Print nothing but the lines below starting at the line that holds "pinky tip: (249, 354)" and ending at the line that holds "pinky mcp: (207, 342)", including both, each exactly as written.

Human pose keypoint data
--
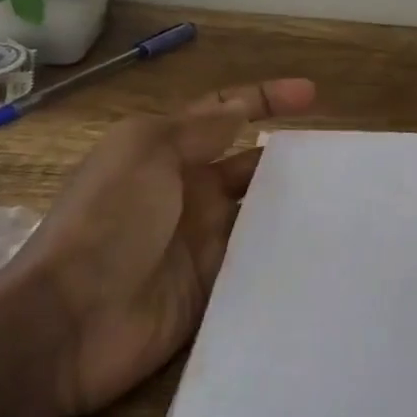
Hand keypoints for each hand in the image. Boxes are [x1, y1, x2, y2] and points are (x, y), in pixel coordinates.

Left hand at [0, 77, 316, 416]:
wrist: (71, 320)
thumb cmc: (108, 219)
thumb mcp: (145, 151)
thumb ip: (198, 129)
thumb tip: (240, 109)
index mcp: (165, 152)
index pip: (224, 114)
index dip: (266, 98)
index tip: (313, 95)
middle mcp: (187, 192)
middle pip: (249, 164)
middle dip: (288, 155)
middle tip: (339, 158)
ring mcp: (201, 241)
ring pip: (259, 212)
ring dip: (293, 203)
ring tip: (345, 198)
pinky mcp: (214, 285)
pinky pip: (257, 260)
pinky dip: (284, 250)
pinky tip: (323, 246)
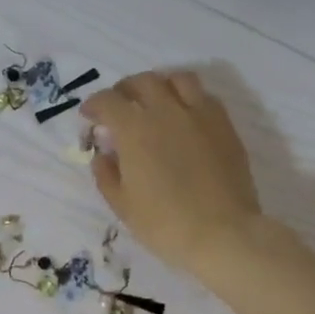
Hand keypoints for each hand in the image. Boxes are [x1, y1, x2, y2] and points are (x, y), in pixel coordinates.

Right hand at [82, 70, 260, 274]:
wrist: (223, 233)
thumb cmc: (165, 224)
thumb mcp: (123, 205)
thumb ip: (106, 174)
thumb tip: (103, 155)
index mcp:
--
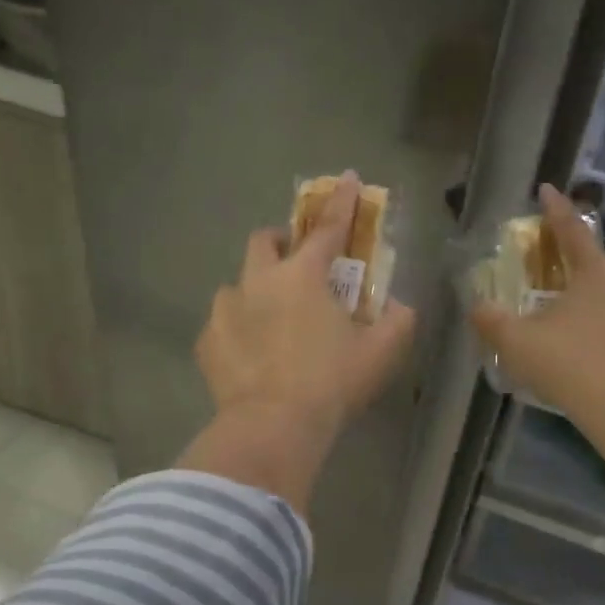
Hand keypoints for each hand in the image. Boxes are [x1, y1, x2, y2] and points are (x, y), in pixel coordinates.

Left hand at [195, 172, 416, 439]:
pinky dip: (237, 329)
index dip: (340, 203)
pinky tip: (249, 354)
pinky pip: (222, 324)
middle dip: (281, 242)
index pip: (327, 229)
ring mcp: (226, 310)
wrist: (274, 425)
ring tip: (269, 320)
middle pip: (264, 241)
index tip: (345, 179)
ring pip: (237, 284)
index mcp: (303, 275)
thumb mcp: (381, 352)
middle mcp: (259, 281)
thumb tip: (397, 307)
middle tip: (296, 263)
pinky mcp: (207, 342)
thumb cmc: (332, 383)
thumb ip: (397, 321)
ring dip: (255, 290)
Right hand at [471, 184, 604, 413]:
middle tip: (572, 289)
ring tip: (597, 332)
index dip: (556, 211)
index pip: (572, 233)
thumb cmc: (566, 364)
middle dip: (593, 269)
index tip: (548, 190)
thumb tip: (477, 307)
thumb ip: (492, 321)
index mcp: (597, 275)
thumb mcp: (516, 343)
--
→ **Solution for this task**:
pinky tip: (249, 354)
pinky pip: (222, 324)
middle dip: (281, 242)
index pip: (327, 229)
ring mcp: (226, 310)
wrist: (274, 425)
ring tip: (269, 320)
middle pip: (264, 241)
index tip: (345, 179)
ring pip: (237, 284)
index mcp: (303, 275)
thumb mcp: (381, 352)
middle mcp: (259, 281)
thumb tip: (397, 307)
middle tip: (296, 263)
pinky mcp: (207, 342)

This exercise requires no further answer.